__What to do__. Gather up every line from the entries below that uses the word "Domino".

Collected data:
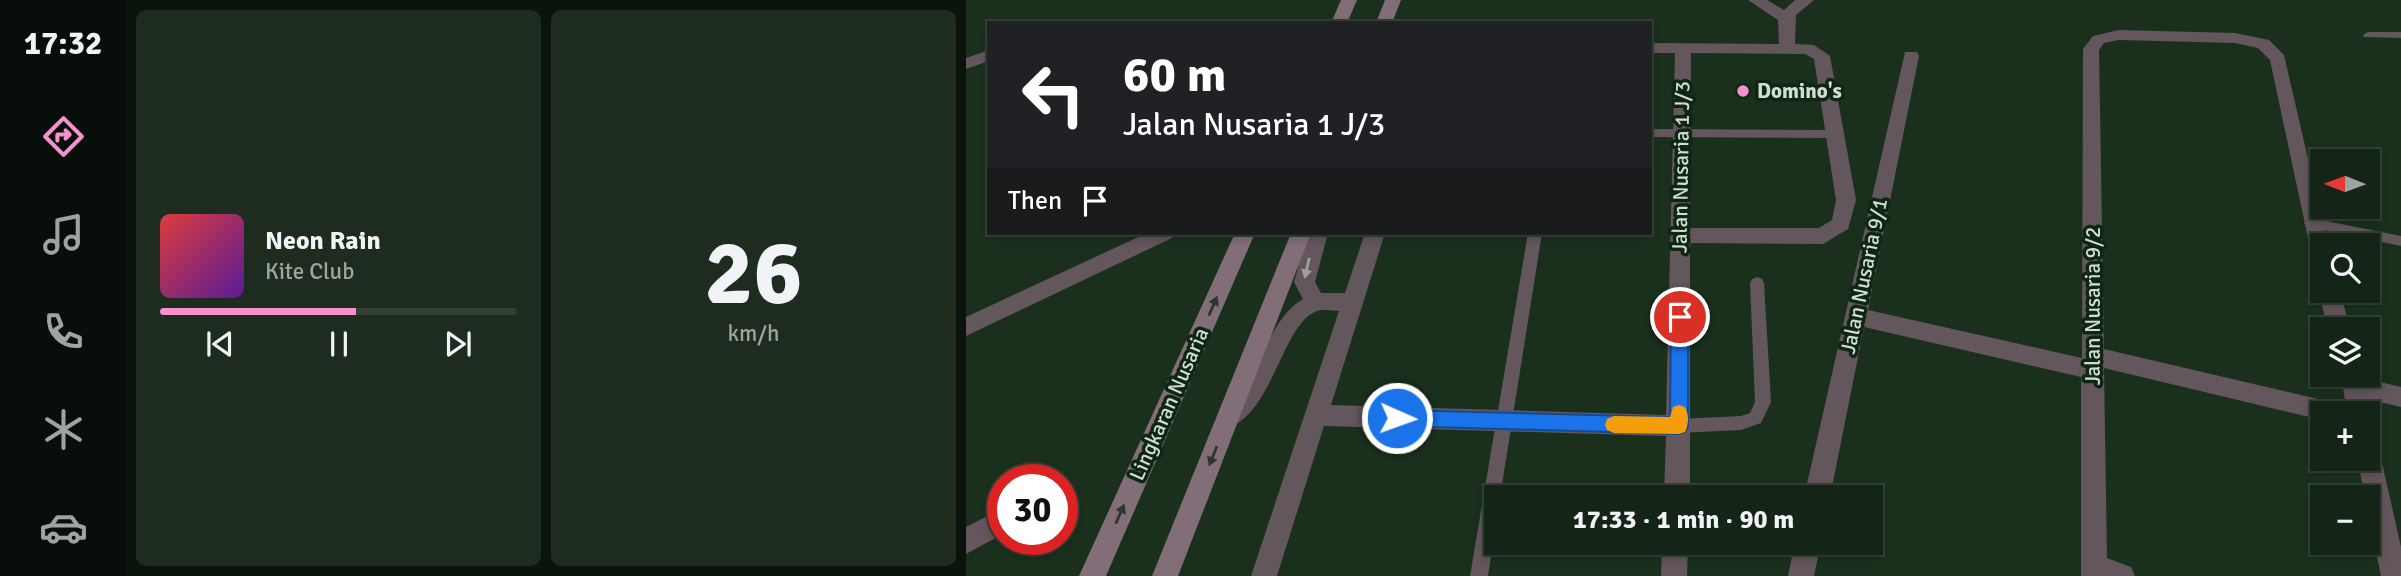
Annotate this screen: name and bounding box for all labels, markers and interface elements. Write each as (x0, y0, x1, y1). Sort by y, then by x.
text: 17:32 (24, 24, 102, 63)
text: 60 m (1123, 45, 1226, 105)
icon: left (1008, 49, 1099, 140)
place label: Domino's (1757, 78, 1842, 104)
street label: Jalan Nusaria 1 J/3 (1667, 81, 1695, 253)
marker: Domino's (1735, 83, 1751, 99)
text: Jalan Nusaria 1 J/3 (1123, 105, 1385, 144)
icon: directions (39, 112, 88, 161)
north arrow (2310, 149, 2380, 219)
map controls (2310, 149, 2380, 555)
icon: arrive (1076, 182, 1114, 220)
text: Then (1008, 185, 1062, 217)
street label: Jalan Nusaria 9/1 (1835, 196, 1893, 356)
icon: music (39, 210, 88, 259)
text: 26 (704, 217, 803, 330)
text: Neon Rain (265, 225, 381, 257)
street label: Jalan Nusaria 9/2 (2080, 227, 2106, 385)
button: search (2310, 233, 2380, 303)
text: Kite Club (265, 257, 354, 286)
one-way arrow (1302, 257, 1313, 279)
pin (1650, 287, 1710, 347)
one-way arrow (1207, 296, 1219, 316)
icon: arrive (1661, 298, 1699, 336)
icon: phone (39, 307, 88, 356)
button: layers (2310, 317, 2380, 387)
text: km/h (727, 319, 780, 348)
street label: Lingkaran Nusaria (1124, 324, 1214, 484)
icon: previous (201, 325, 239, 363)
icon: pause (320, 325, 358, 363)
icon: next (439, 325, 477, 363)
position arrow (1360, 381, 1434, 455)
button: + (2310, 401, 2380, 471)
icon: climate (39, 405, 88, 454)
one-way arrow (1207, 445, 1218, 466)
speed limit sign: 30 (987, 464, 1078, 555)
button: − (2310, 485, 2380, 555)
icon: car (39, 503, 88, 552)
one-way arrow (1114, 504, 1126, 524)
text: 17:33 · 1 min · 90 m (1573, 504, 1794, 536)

__Response__.
place label: Domino's (1757, 78, 1842, 104)
marker: Domino's (1735, 83, 1751, 99)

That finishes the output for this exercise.